Lee Schwamm, vice-chairman of the neurology department at Massachusetts General Hospital and the lead author of the report, said he is not sure why so many people are not given access to tPA. But, he speculates the issue may lie in doctors not recognizing stroke in the first place.
“Some of this may be a failure of recognition rather than a failure to provide treatment to a person who presents these symptoms,” he said.
According to the latest data from the Centers for Disease Control and Prevention, stroke is the fifth leading cause of death in the United States. The condition afflicts more than 795,000 people each year and kills nearly 130,000 of them.
African-Americans and Hispanics are more likely to have a stroke and die from the condition than whites.
High blood pressure, cholesterol and smoking raise the risk of having a stroke. And while half of the American population lives with one or more of these risk factors, a CDC survey in 2005 revealed less than 40 percent of respondents could name all of the symptoms of a stroke. Those include sudden numbness, lack of coordination and slurred speech
Mike Wacholder, 74, had a stroke while walking into his office in Troy, New York, four years ago. He first noticed himself leaning to the left as he walked. Although he went to the doctor within four hours of his first symptoms, his physician sent him back to work. He finally received a diagnosis nearly 11 hours later after collapsing and being rushed to the emergency room. While his brain function remains largely intact, the stroke disabled the left side of his body.
Wacholder said his experience taught him stroke patients need to advocate on their own behalf. Many patients are not educated enough about stroke to talk about their care, he said.
“The patient has to be able to express what’s on their mind,” he said.
Wacholder’s long wait before arriving at the hospital eliminated his chance to obtain tPA.
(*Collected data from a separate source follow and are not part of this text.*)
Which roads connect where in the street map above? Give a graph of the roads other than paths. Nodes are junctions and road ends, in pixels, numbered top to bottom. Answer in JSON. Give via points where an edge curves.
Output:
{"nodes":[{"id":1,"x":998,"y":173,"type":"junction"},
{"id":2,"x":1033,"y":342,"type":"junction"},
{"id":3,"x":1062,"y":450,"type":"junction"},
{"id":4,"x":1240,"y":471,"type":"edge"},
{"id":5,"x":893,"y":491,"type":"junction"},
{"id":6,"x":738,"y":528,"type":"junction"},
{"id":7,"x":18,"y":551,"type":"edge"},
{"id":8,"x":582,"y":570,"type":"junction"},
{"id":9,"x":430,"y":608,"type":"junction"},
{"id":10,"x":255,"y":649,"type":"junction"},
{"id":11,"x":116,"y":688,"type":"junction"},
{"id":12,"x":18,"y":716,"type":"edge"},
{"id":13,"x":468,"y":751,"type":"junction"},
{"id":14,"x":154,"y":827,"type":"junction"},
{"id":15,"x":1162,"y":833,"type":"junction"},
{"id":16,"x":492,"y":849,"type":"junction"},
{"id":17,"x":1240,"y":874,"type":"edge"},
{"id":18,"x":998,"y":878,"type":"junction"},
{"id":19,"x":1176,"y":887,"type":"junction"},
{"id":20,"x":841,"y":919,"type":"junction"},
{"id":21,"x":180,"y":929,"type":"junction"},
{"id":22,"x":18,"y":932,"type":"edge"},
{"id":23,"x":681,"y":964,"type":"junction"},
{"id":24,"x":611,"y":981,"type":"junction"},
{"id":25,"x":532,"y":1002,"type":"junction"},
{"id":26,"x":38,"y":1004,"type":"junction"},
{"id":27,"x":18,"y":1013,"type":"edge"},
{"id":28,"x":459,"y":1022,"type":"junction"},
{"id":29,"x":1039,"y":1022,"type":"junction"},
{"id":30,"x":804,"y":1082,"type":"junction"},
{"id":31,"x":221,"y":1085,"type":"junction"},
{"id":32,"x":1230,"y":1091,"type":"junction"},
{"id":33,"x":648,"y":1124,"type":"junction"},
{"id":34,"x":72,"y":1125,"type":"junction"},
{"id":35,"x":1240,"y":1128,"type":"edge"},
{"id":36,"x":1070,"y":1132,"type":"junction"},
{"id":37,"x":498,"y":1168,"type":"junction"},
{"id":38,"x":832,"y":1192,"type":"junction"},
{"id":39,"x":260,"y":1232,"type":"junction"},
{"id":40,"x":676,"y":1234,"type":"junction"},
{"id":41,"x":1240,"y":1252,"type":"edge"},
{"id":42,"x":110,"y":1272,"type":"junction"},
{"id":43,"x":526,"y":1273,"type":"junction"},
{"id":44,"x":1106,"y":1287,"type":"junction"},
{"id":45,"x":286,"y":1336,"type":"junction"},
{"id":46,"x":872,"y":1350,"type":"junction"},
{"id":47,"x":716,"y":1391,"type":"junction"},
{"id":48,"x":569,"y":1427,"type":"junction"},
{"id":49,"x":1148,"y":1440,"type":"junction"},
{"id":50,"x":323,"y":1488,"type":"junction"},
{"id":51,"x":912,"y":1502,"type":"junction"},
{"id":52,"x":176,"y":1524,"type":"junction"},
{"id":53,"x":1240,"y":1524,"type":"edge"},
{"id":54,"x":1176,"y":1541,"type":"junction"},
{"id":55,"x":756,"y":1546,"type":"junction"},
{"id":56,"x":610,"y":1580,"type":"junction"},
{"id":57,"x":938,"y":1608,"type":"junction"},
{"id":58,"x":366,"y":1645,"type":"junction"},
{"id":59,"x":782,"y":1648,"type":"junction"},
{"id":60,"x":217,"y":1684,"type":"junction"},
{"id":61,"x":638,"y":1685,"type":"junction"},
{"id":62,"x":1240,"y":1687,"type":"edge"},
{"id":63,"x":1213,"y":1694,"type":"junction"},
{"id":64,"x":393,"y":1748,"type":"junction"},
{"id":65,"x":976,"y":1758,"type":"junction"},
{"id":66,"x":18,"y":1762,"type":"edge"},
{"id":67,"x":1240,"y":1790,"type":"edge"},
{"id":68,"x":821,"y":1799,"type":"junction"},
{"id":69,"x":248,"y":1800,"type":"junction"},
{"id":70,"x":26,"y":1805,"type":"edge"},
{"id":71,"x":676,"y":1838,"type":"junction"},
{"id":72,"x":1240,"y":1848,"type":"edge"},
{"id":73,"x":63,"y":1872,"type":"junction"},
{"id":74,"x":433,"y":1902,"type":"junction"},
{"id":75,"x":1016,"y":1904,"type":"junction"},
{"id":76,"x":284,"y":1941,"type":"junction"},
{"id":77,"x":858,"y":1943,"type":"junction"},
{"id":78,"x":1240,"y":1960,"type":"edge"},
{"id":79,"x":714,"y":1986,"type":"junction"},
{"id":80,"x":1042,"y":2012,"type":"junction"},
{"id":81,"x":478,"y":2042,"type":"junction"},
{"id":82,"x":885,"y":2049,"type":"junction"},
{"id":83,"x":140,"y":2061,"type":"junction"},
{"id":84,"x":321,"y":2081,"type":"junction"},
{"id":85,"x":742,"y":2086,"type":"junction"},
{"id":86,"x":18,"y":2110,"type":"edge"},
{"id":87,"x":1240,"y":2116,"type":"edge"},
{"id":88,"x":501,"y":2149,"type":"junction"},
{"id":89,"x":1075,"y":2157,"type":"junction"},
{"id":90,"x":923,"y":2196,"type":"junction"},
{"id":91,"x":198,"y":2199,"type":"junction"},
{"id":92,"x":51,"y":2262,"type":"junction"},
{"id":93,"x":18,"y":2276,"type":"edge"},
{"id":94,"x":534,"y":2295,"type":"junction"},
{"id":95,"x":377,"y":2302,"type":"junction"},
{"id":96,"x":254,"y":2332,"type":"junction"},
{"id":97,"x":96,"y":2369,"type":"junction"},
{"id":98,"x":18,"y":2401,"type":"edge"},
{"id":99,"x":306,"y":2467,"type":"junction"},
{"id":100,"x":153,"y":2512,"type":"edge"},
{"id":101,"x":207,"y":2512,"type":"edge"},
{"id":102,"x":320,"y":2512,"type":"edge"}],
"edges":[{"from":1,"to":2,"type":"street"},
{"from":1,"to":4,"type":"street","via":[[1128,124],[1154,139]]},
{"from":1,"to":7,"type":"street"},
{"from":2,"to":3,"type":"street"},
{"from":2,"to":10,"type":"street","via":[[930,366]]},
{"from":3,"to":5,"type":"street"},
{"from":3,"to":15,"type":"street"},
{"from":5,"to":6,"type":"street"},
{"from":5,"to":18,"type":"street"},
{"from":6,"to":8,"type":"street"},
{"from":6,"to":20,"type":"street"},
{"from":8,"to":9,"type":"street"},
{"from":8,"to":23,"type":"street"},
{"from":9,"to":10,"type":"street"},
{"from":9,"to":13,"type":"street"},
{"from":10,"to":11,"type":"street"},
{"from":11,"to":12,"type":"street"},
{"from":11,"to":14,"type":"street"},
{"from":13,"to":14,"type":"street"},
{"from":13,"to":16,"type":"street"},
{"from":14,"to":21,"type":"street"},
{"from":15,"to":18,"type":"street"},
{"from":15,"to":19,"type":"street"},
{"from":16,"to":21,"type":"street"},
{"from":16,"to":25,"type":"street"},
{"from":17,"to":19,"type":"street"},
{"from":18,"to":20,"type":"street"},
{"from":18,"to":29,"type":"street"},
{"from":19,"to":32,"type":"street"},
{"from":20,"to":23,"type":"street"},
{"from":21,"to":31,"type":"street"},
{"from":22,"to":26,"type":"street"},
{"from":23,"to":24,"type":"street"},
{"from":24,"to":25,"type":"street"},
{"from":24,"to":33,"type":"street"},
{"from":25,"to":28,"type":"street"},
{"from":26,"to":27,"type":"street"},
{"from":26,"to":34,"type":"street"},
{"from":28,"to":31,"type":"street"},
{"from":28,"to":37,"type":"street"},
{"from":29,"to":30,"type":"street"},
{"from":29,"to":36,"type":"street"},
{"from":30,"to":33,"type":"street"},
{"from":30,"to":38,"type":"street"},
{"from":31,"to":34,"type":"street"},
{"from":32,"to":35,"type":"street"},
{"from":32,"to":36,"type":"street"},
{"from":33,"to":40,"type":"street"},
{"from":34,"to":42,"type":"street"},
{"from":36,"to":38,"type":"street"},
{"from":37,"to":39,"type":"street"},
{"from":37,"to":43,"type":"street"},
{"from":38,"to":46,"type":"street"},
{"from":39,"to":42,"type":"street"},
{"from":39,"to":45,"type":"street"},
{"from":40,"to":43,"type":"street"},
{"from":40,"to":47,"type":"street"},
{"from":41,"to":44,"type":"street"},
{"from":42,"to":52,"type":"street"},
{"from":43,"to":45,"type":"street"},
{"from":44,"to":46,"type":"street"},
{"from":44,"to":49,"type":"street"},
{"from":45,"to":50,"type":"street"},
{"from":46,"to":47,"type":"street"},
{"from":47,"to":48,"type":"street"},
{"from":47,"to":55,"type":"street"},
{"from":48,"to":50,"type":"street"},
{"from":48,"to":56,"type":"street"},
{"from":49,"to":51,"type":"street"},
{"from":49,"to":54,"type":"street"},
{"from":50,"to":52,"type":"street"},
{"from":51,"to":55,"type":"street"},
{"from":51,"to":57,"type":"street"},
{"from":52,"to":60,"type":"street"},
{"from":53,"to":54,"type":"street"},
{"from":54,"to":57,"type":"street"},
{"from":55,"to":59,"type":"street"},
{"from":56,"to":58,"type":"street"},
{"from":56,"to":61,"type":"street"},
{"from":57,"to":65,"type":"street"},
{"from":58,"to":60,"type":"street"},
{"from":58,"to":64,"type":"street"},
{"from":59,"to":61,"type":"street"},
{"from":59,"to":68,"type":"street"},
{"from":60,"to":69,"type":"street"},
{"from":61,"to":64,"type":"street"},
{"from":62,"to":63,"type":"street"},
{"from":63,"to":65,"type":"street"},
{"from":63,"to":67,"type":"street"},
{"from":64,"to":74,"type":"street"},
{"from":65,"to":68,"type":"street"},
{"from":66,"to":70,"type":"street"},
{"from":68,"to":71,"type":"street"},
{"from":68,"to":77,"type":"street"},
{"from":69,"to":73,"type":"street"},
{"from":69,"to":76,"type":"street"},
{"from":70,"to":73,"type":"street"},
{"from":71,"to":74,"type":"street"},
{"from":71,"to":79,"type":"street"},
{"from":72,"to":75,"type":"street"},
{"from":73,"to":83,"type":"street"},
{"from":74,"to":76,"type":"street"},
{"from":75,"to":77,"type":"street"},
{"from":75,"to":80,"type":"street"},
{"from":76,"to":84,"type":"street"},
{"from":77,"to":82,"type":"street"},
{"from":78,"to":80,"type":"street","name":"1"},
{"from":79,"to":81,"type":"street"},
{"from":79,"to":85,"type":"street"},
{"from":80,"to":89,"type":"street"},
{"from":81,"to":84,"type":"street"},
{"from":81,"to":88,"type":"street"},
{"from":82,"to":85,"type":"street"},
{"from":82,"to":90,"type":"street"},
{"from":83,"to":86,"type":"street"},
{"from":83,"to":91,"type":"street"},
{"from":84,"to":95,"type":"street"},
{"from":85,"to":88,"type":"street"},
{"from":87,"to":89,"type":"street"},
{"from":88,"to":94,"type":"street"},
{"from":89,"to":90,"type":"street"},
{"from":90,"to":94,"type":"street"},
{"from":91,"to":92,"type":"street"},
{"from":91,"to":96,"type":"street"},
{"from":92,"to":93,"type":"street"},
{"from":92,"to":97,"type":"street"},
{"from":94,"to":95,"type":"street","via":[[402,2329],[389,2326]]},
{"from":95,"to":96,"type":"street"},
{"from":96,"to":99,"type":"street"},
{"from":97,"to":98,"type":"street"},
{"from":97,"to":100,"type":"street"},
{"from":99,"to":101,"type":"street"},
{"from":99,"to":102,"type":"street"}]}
Yet, even those who meet the recommended window of opportunity to obtain treatment fall through the cracks. Patients who arrived at the hospital more than 45 minutes after the onset of their symptoms had a 21 percent higher chance of not receiving tPA. At the hospital, those who waited more than 25 minutes for a CT scan were 41 percent less likely to receive the treatment.
Susan Gaunt, stroke program coordinator and stroke clinical nurse specialist at Gwinnett Medical Center outside of Atlanta, said providers in her facility are frustrated because so few patients arrive at the hospital in time to qualify for tPA.
Less than half of them use an ambulance for transport, she said, which means physicians and nurses must use up some initial care time doing routine medical protocol like placing an IV instead of pinpointing a diagnosis.
“Time is really drained,” she said.
Georgia is located in America’s “Stroke Belt,” the region of the nation where stroke rates are high. According to the Georgia State Department of Health, stroke is the fourth leading cause of death in the state. In 2013 alone, the condition led to 21,000 hospitalizations and more than a billion dollars in medical costs.
Gaunt has worked on community outreach across the Peach State since 2004, educating the public about stroke and its risks.
“We do do a lot of community events,” Gaunt said. “But it doesn’t seem to be enough.”